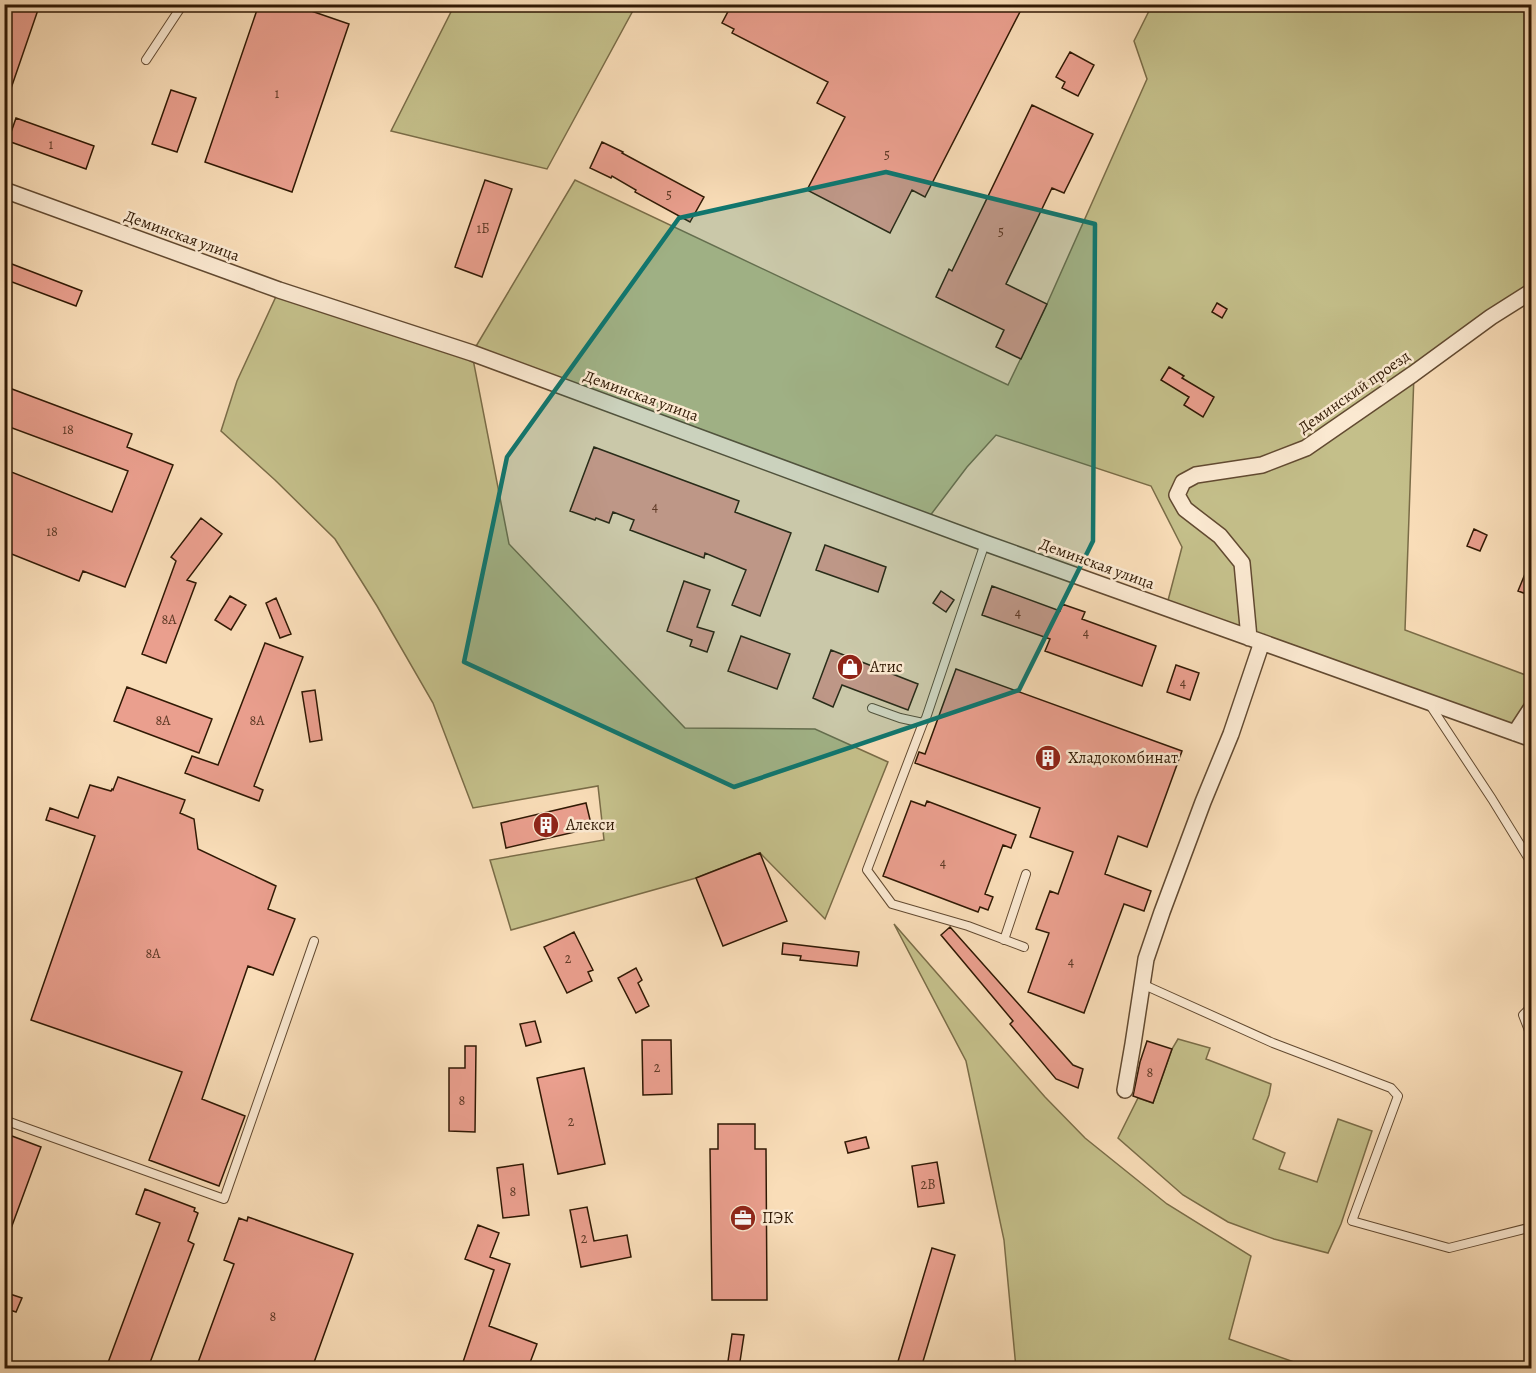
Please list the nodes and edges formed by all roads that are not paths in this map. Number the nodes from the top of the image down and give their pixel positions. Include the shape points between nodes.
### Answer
1 (183, 4) edge
2 (146, 60) dead end
3 (4, 190) edge
4 (1532, 291) edge
5 (985, 543) junction
6 (1256, 640) junction
7 (1427, 701) junction
8 (1532, 707) edge
9 (872, 708) dead end
10 (923, 723) junction
11 (1515, 733) junction
12 (1532, 738) edge
13 (1532, 864) edge
14 (1026, 874) dead end
15 (1004, 940) junction
16 (314, 941) dead end
17 (1024, 947) dead end
18 (1142, 984) junction
19 (1532, 1006) edge
20 (1532, 1038) edge
21 (1125, 1090) dead end
22 (4, 1120) edge
23 (1532, 1227) edge

1 - 2 lane
3 - 5 street, Деминская улица via 279,290 472,353
4 - 6 street, Деминский проезд via 1306,448 1262,465 1196,475 1183,482 1177,495 1185,509 1220,536 1242,563
5 - 6 street, Деминская улица
5 - 10 lane
6 - 7 street, Деминская улица
6 - 18 street via 1231,734 1162,912
7 - 11 street, Деминская улица
7 - 13 lane
8 - 11 street
9 - 10 lane
10 - 15 lane via 867,870 892,904
11 - 12 street, Деминская улица
14 - 15 lane
15 - 17 lane
16 - 22 lane via 224,1199
18 - 21 street
18 - 23 lane via 1273,1042 1391,1088 1398,1096 1352,1221 1449,1248
19 - 20 lane via 1523,1015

### Task requirements
Wherever a line of the entries holds the string "улица", copy that line.

### Task output
3 - 5 street, Деминская улица via 279,290 472,353
5 - 6 street, Деминская улица
6 - 7 street, Деминская улица
7 - 11 street, Деминская улица
11 - 12 street, Деминская улица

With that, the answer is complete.